Saved data entries

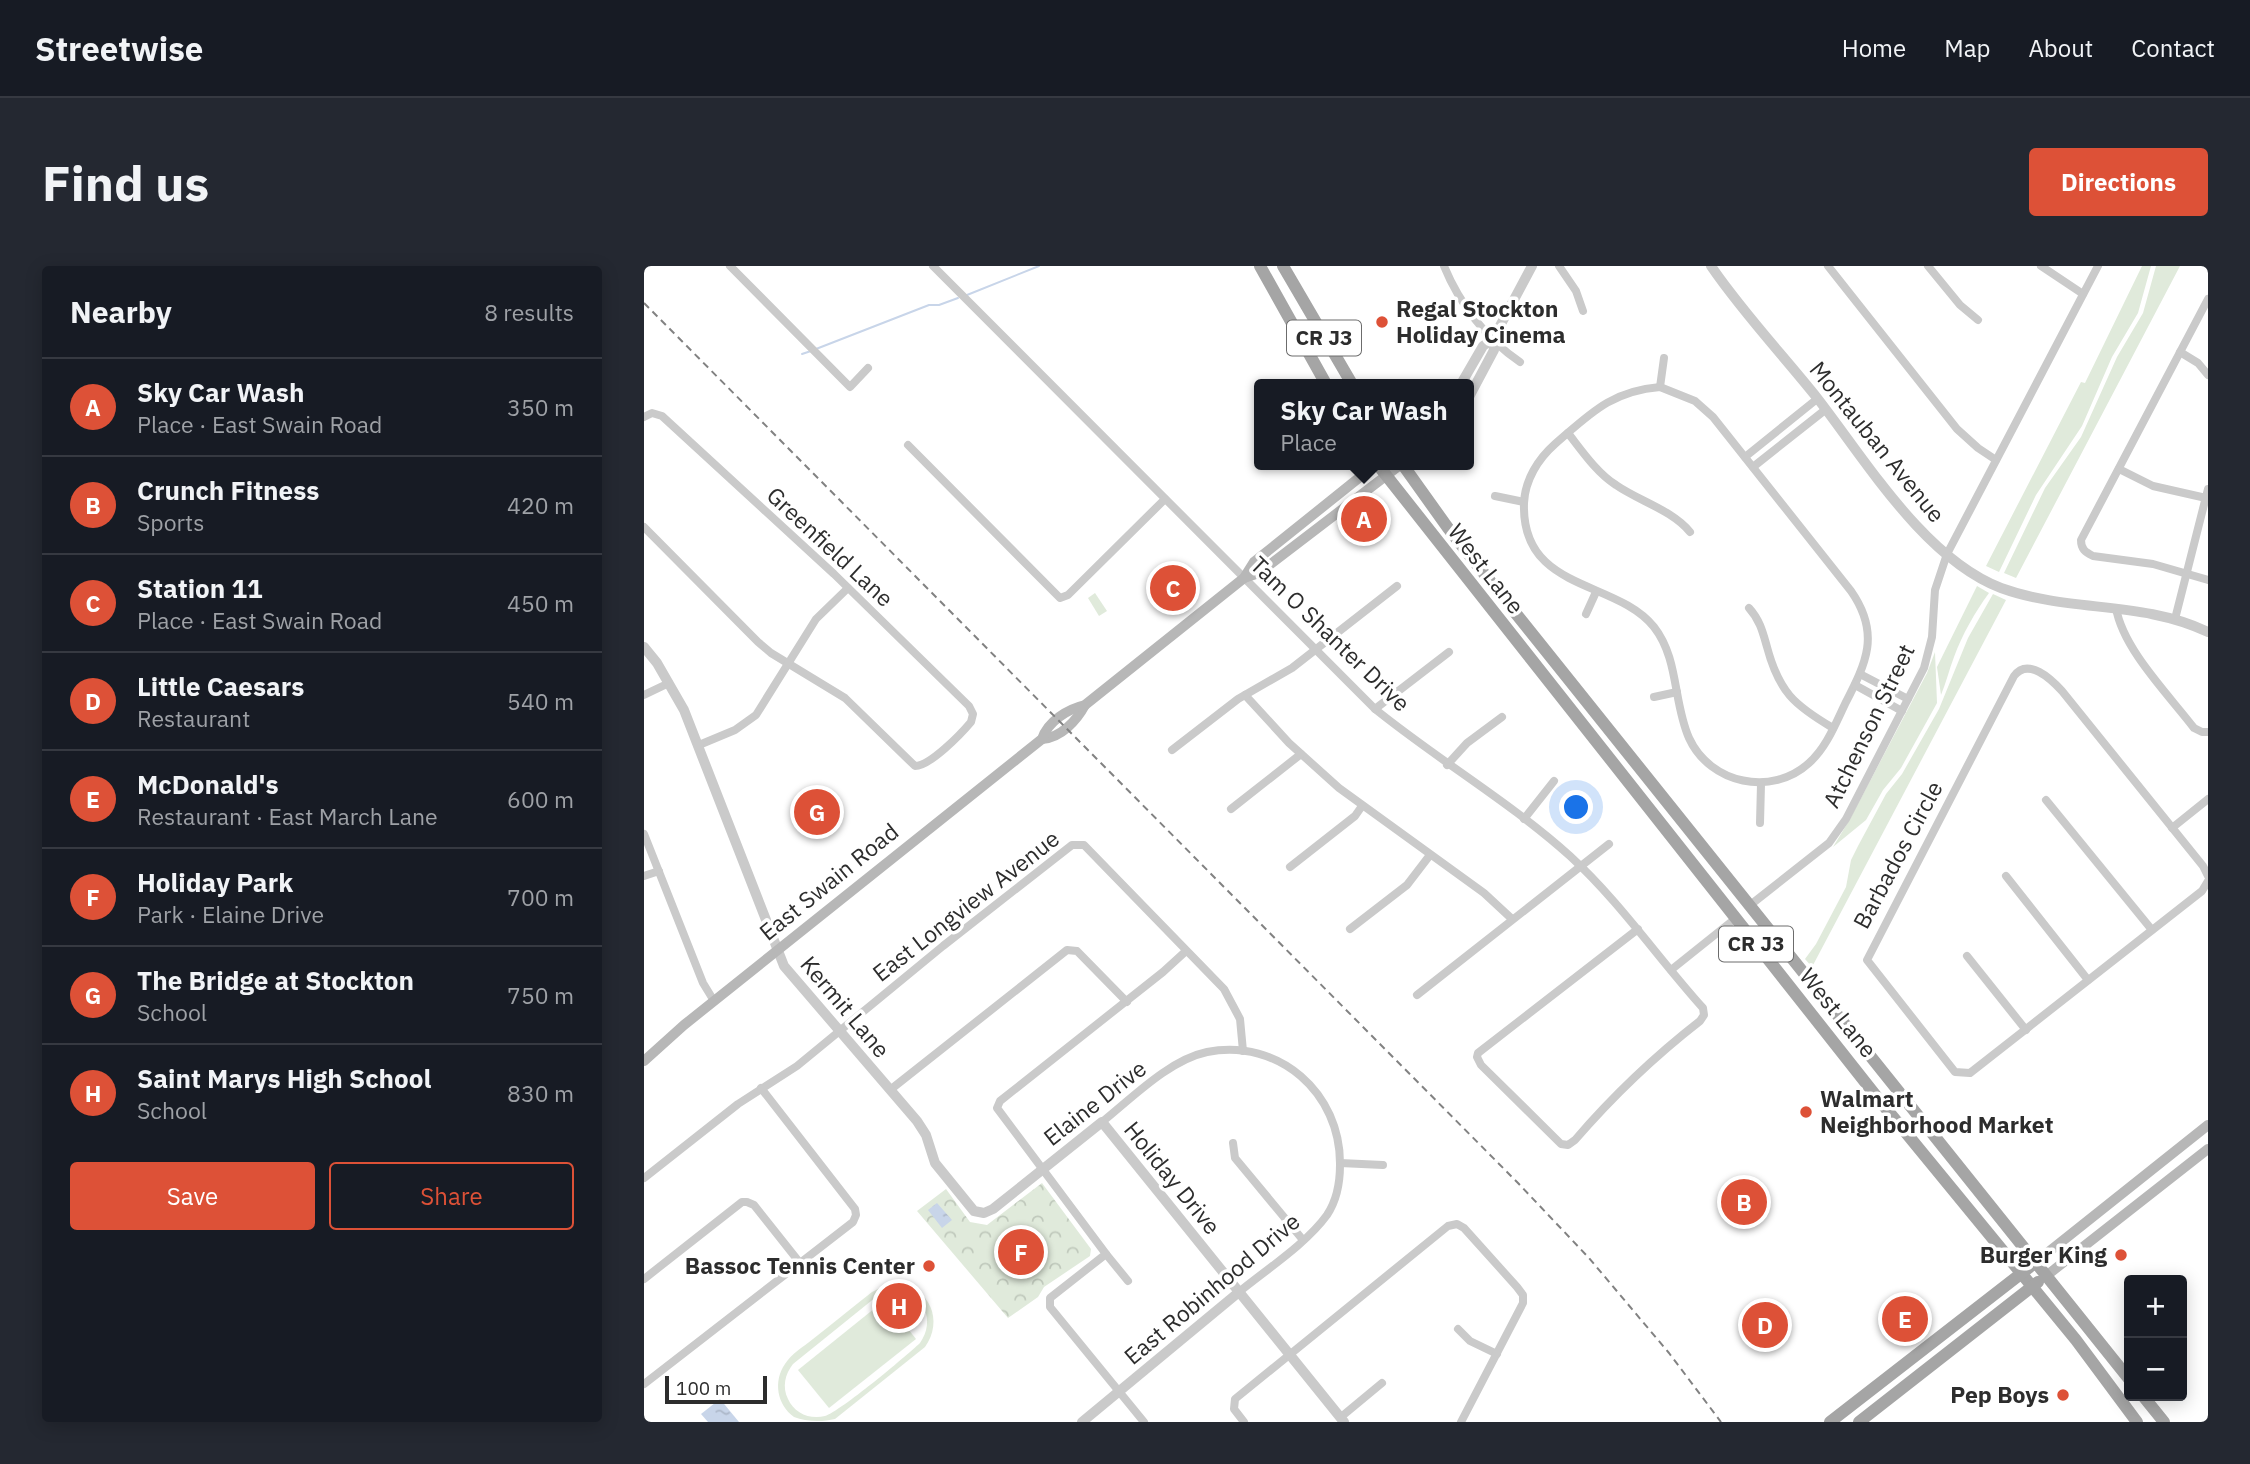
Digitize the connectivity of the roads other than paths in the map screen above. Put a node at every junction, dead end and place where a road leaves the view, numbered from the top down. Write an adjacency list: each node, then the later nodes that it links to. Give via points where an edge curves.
1 (730, 266): 21 (street, via 850,387)
2 (933, 266): 45 (street, Tam O Shanter Drive)
3 (1260, 266): 23 (main road, CR J3)
4 (1283, 266): 24 (main road, CR J3)
5 (1444, 266): 17 (street, via 1462,300)
6 (1532, 266): 17 (street)
7 (1559, 266): 15 (street)
8 (1711, 266): 28 (street, Montauban Avenue)
9 (1828, 266): 34 (street, via 1957,429)
10 (1928, 266): 16 (street)
11 (2041, 266): 13 (street)
12 (2098, 266): 13 (street, Atchenson Street)
13 (2083, 294): 34 (street, Atchenson Street)
14 (2208, 299): 18 (street)
15 (1583, 311)
16 (1978, 320)
17 (1493, 339): 20 (street); 25 (street, via 1483,346); 27 (street, via 1494,350)
18 (2180, 352): 22 (street); 36 (street)
19 (1664, 358): 26 (street)
20 (1520, 362)
21 (868, 368)
22 (2208, 375)
23 (1323, 379)
24 (1349, 379)
25 (1464, 379)
26 (1660, 387): 31 (street, via 1618,395); 33 (street, via 1705,408)
27 (1474, 388)
28 (1818, 399): 29 (street, Montauban Avenue); 33 (street)
29 (1825, 410): 35 (street); 49 (street, Montauban Avenue, via 1908,515)
30 (648, 415): 54 (street, Greenfield Lane, via 662,415)
31 (1568, 432): 46 (street, via 1534,468); 48 (street, via 1605,477 1680,521)
32 (908, 445): 45 (street, via 1060,598)
33 (1745, 457): 35 (street)
34 (1996, 460): 49 (street, Atchenson Street)
35 (1753, 467): 65 (street, via 1861,607 1868,647)
36 (2119, 469): 44 (street, via 2154,486); 50 (street, via 2081,547 2093,556)
37 (1370, 470): 51 (main road, East Swain Road, via 1254,562)
38 (1381, 470): 41 (main road, West Lane / CR J3)
39 (1395, 470): 41 (main road, East Swain Road)
40 (1406, 470): 100 (main road, West Lane / CR J3)
41 (1387, 476): 51 (main road, East Swain Road, via 1259,573); 101 (main road, West Lane / CR J3)
42 (2208, 489): 44 (street)
43 (1495, 496): 46 (street)
44 (2206, 498): 50 (street)
45 (1165, 499): 51 (street, Tam O Shanter Drive)
46 (1524, 502): 55 (street, via 1528,533 1541,555 1556,571)
47 (644, 527): 64 (street, via 758,642)
48 (1690, 532)
49 (1947, 554): 57 (street, Montauban Avenue, via 1980,578 2014,592 2049,602); 72 (street, Atchenson Street, via 1935,590 1930,650)
50 (2188, 573): 52 (street); 59 (street)
51 (1244, 578): 62 (street, Tam O Shanter Drive); 106 (main road, East Swain Road, via 1085,705 1071,708 1045,730 1042,739)
52 (2208, 580)
53 (1397, 586): 62 (street)
54 (848, 588): 64 (street, via 817,619); 64 (street, Greenfield Lane, via 969,706 973,718 969,725 919,766 907,760 845,698)
55 (1596, 592): 58 (street); 68 (street, via 1634,610 1653,626 1667,651)
56 (1749, 608): 76 (street, via 1761,626 1783,690)
57 (2116, 608): 59 (street, Montauban Avenue); 77 (street, via 2129,644 2194,728)
58 (1586, 614)
59 (2175, 619): 60 (street, Montauban Avenue)
60 (2208, 632)
61 (644, 647): 66 (street, Kermit Lane)
62 (1314, 650): 70 (street); 73 (street, Tam O Shanter Drive)
63 (1449, 652): 73 (street)
64 (789, 664): 78 (street, via 756,715)
65 (1860, 674): 67 (street); 72 (street)
66 (670, 683): 69 (street); 78 (street, Kermit Lane)
67 (1854, 685): 74 (street); 76 (street)
68 (1677, 692): 71 (street); 83 (street, via 1685,728 1702,758 1727,776)
69 (644, 695)
70 (1245, 695): 79 (street); 80 (street)
71 (1654, 697)
72 (1908, 699): 74 (street, Atchenson Street)
73 (1375, 709): 81 (street, Tam O Shanter Drive)
74 (1902, 711): 100 (street, Atchenson Street, via 1835,836)
75 (1502, 717): 81 (street)
76 (1833, 728): 83 (street, via 1805,767)
77 (2208, 732)
78 (699, 745): 106 (street, Kermit Lane)
79 (1172, 750)
80 (1301, 754): 86 (street); 87 (street)
81 (1447, 765): 88 (street, Tam O Shanter Drive)
82 (1553, 781): 88 (street)
83 (1761, 784): 89 (street)
84 (2208, 799): 90 (street)
85 (2046, 800): 105 (street)
86 (1362, 806): 93 (street); 94 (street)
87 (1231, 809)
88 (1524, 819): 95 (street, Tam O Shanter Drive)
89 (1760, 823)
90 (2172, 828): 99 (street, Barbados Circle); 115 (street, Barbados Circle, via 2055,683 2030,668 2017,672 1867,960 1955,1072 1970,1073)
91 (644, 834): 96 (street)
92 (1609, 844): 95 (street)
93 (1430, 855): 102 (street); 103 (street, via 1407,885)
94 (1290, 867)
95 (1581, 867): 102 (street); 104 (street, Tam O Shanter Drive)
96 (659, 870): 97 (street); 112 (street)
97 (644, 876)
98 (2006, 876): 110 (street)
99 (2208, 878): 105 (street, Barbados Circle, via 2202,891)
100 (1749, 906): 131 (main road, West Lane / CR J3)
101 (1736, 918): 109 (street); 133 (main road, West Lane / CR J3)
102 (1512, 919): 111 (street)
103 (1350, 929)
104 (1638, 929): 109 (street, Tam O Shanter Drive); 109 (street, Tam O Shanter Drive, via 1480,1051 1478,1061 1558,1142 1568,1144 1635,1076 1703,1019 1703,1008)
105 (2151, 930): 110 (street, Barbados Circle)
106 (779, 950): 112 (main road, East Swain Road); 114 (street, Kermit Lane, via 784,965)
107 (1186, 951): 113 (street); 114 (street, East Longview Avenue, via 1084,845 1072,845); 116 (street, via 1234,1003 1242,1026)
108 (1967, 956): 115 (street)
109 (1671, 970)
110 (2088, 980): 115 (street, Barbados Circle)
111 (1417, 995)
112 (714, 1001): 117 (main road, East Swain Road)
113 (1126, 1002): 119 (street, via 1071,950); 126 (street, via 998,1105 999,1114)
114 (839, 1030): 118 (street, East Longview Avenue, via 797,1066); 119 (street, Kermit Lane)
115 (2026, 1030)
116 (1243, 1051): 120 (street, Elaine Drive, via 1206,1052 1186,1059); 124 (street, East Robinhood Drive, via 1277,1060 1311,1084 1334,1122)
117 (644, 1061)
118 (761, 1088): 127 (street, East Longview Avenue); 132 (street, via 855,1209 853,1222)
119 (890, 1090): 128 (street, Kermit Lane, via 922,1127 939,1168 974,1211)
120 (1102, 1122): 126 (street, Elaine Drive); 138 (street, Holiday Drive)
121 (2208, 1125): 131 (main road)
122 (1233, 1143): 129 (street, via 1235,1158)
123 (2208, 1149): 134 (main road)
124 (1340, 1163): 125 (street); 129 (street, East Robinhood Drive, via 1332,1205)
125 (1383, 1165)
126 (1042, 1169): 128 (street, Elaine Drive); 130 (street)
127 (644, 1178)
128 (984, 1213)
129 (1303, 1240): 138 (street, East Robinhood Drive)
130 (1106, 1254): 136 (street); 145 (street, via 1049,1301)
131 (2036, 1262): 133 (main road); 134 (main road, West Lane / CR J3)
132 (800, 1263): 135 (street, via 754,1205 742,1202); 144 (street)
133 (2020, 1274): 137 (main road, West Lane / CR J3); 152 (main road)
134 (2046, 1276): 137 (main road); 142 (main road, West Lane / CR J3)
135 (644, 1279)
136 (1128, 1281)
137 (2032, 1287): 153 (main road); 154 (main road, West Lane / CR J3)
138 (1239, 1292): 141 (street, Holiday Drive); 145 (street, East Robinhood Drive)
139 (1458, 1329): 140 (street, via 1470,1341)
140 (1497, 1354): 141 (street, via 1521,1309 1523,1295 1457,1224 1448,1226); 151 (street)
141 (1290, 1355): 147 (street, Holiday Drive); 150 (street, via 1235,1399 1233,1406)
142 (2124, 1373)
143 (1382, 1383): 147 (street)
144 (644, 1384)
145 (1120, 1392): 148 (street, East Robinhood Drive); 149 (street)
146 (2147, 1401): 155 (main road)
147 (1343, 1420)
148 (1082, 1422)
149 (1144, 1422)
150 (1244, 1422)
151 (1461, 1422)
152 (1830, 1422)
153 (1859, 1422)
154 (2137, 1422)
155 (2164, 1422)

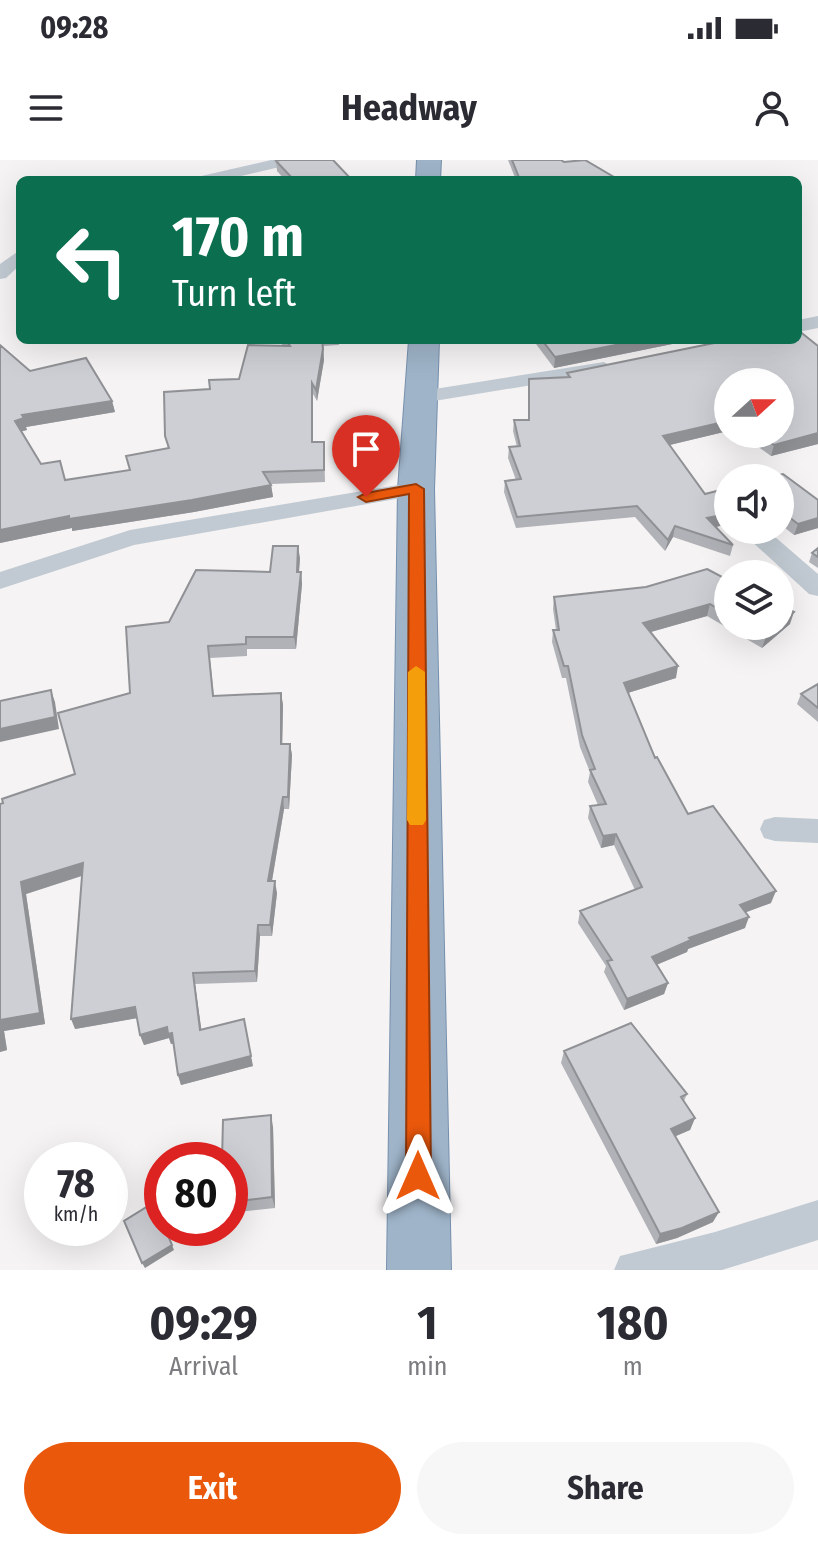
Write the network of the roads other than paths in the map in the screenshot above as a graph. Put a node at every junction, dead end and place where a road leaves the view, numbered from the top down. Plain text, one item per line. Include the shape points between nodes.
1 (292, 160) edge
2 (221, 176) edge
3 (16, 259) edge
4 (0, 274) edge
5 (424, 344) edge
6 (618, 365) edge
7 (422, 397) junction
8 (416, 489) junction
9 (768, 544) edge
10 (0, 581) edge
11 (818, 588) edge
12 (775, 829) dead end
13 (818, 831) edge
14 (818, 1220) edge
15 (419, 1270) edge
16 (634, 1270) edge

1 - 2 street
3 - 4 street
5 - 7 highway
6 - 7 street
7 - 8 highway
8 - 10 street via 130,538
8 - 15 highway
9 - 11 street
12 - 13 street
14 - 16 street

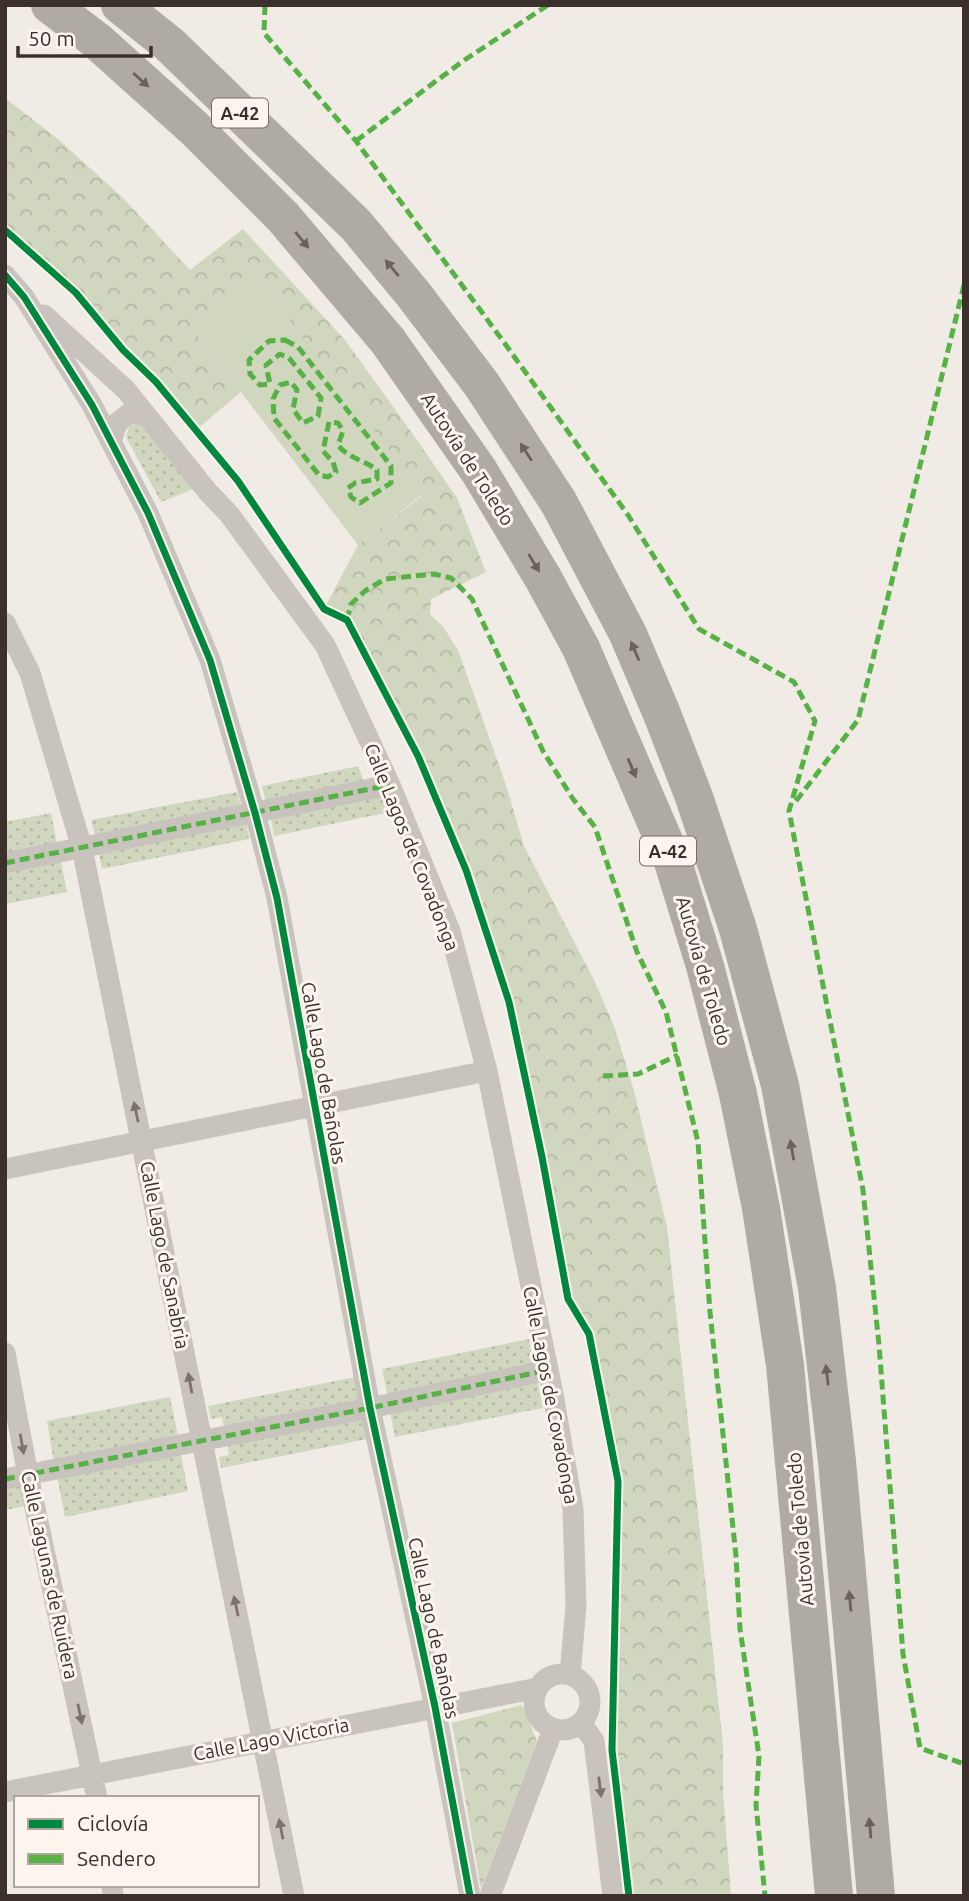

▸ TASK ITEM:
Where the word "Greenfield" occurs in a line of the records, copy that line.

▸ WRITTEN RESPONSE:
30 (648, 415): 54 (street, Greenfield Lane, via 662,415)
54 (848, 588): 64 (street, via 817,619); 64 (street, Greenfield Lane, via 969,706 973,718 969,725 919,766 907,760 845,698)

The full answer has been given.